While headcount reductions and operating-model changes are common, procurement-driven savings can contribute up to 40% of a merger's total cost savings potential, according to McKinsey & Company.

Strategies for Identifying Procurement Savings

– Include Procurement Experts:    Engage specialists to enhance synergy    realization. – Establish Spend Taxonomy: Align    categories for accurate comparison    and consolidation. – Launch Value-Capture Early: Identify    savings opportunities before    finalizing the deal.

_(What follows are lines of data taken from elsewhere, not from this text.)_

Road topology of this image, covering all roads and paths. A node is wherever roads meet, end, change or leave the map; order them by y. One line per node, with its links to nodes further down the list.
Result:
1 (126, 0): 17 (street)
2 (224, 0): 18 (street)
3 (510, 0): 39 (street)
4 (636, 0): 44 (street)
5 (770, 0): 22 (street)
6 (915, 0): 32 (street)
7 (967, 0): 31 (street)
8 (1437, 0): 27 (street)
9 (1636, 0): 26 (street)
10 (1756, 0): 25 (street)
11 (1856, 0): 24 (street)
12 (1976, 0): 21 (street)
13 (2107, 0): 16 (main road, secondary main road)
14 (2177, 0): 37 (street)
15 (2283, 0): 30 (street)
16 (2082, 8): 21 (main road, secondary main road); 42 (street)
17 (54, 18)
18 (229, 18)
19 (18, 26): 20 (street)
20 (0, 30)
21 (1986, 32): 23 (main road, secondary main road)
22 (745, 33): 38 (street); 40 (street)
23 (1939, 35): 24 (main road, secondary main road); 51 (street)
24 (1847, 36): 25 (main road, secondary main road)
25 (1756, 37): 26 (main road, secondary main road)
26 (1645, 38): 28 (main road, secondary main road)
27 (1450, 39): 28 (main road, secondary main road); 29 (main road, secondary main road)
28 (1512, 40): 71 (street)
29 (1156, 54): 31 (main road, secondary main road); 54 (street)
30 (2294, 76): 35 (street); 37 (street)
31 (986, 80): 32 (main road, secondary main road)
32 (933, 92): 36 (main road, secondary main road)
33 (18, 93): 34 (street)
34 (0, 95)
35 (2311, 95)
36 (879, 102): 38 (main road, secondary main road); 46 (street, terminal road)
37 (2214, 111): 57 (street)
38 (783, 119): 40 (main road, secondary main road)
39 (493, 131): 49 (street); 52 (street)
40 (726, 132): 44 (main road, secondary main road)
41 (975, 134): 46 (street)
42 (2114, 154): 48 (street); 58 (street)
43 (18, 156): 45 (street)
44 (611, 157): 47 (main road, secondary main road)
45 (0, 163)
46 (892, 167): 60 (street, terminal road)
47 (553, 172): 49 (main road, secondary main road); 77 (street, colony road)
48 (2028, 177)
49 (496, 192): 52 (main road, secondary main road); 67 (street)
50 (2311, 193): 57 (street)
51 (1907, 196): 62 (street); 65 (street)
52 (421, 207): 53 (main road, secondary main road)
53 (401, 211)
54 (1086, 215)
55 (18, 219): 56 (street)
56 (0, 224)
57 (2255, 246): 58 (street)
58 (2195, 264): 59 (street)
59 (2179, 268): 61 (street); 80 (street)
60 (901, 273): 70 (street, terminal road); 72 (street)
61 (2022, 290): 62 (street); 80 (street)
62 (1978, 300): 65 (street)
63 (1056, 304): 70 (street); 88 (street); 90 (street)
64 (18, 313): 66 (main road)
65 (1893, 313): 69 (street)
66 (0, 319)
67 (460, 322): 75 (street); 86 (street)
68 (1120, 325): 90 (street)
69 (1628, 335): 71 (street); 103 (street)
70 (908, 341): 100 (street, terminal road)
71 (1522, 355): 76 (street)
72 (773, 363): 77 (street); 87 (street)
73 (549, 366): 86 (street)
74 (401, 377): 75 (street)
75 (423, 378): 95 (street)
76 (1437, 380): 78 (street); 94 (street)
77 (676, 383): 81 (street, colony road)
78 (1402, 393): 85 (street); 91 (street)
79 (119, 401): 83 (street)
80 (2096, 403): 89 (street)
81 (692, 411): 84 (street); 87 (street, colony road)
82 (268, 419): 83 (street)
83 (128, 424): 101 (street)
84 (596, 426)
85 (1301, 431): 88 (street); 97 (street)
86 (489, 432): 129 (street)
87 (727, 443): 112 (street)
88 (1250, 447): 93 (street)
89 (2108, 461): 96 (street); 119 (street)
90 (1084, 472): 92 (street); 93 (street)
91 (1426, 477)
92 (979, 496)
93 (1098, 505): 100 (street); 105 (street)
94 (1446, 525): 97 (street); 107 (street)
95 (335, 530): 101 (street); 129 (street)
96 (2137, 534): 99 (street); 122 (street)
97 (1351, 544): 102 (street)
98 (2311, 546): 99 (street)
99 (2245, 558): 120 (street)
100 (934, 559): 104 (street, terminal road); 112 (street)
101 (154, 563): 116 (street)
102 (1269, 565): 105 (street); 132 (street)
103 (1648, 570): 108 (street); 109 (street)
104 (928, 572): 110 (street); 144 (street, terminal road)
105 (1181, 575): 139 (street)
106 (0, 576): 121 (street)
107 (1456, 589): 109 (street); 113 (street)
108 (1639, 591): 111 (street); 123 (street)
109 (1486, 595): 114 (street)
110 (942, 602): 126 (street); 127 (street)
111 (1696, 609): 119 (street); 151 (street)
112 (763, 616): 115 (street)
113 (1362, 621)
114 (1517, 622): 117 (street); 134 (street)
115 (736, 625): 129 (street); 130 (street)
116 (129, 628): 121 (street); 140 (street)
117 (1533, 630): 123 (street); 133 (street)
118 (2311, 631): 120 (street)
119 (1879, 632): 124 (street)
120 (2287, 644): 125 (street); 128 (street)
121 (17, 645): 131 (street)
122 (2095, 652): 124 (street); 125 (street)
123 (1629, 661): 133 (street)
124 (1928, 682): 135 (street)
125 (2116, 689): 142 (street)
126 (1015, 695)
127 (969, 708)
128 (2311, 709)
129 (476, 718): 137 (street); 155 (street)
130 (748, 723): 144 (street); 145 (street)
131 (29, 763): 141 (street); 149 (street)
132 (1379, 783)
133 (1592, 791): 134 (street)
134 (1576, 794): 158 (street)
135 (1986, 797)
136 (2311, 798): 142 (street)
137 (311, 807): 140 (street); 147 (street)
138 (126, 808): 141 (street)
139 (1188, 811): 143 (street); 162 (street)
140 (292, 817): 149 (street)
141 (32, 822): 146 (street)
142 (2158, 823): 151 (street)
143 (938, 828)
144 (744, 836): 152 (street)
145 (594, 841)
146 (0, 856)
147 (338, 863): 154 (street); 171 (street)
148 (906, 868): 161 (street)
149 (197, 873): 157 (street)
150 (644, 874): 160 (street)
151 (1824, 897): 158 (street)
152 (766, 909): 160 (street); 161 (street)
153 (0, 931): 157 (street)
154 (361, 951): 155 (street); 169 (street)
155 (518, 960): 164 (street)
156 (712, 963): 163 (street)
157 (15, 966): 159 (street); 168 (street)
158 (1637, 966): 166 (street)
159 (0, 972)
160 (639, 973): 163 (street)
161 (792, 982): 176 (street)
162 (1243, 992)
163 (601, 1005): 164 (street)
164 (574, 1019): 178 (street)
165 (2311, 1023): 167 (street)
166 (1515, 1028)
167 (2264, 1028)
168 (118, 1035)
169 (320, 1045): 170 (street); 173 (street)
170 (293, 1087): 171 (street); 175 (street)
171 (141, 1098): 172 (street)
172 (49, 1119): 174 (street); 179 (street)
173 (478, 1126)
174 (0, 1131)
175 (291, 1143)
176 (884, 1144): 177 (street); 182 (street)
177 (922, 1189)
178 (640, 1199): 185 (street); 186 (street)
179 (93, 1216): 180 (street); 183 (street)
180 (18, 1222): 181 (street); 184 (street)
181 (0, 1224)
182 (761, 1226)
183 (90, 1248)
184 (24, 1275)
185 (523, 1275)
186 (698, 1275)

Implementing Procurement Strategies

– Price Harmonization: Align prices for savings on similar products/services.  – Leverage Combined Spend: Use aggregated spend for better supplier discounts. – Policy Alignment: Standardize policies and SLAs for maximum value. – Demand & Compliance Management: Enforce spend limits to minimize waste and budget ownership.

Spend Taxonomy for Insurance Carriers

- IT/Telecom: IT services, telecom  equipment, and hosting services. - Claims & LAE: Claims adjusting, fraud  investigation, medical bill review. - General & Professional Services:  Consulting, marketing, temporary labor. - IT/Telecom: IT services, telecom  equipment, hosting services, and energy.

Driving Early Value Creation

Companies can initiate policy changes and supplier negotiations before the merger is finalized. Implementing a clean team with expertise ensures effective execution while maintaining confidentiality.

Conclusion

Effective procurement strategies can significantly enhance cost synergies during M&A. By applying these methods, companies can start realizing bottom-line benefits from Day 1 of the newly merged entity.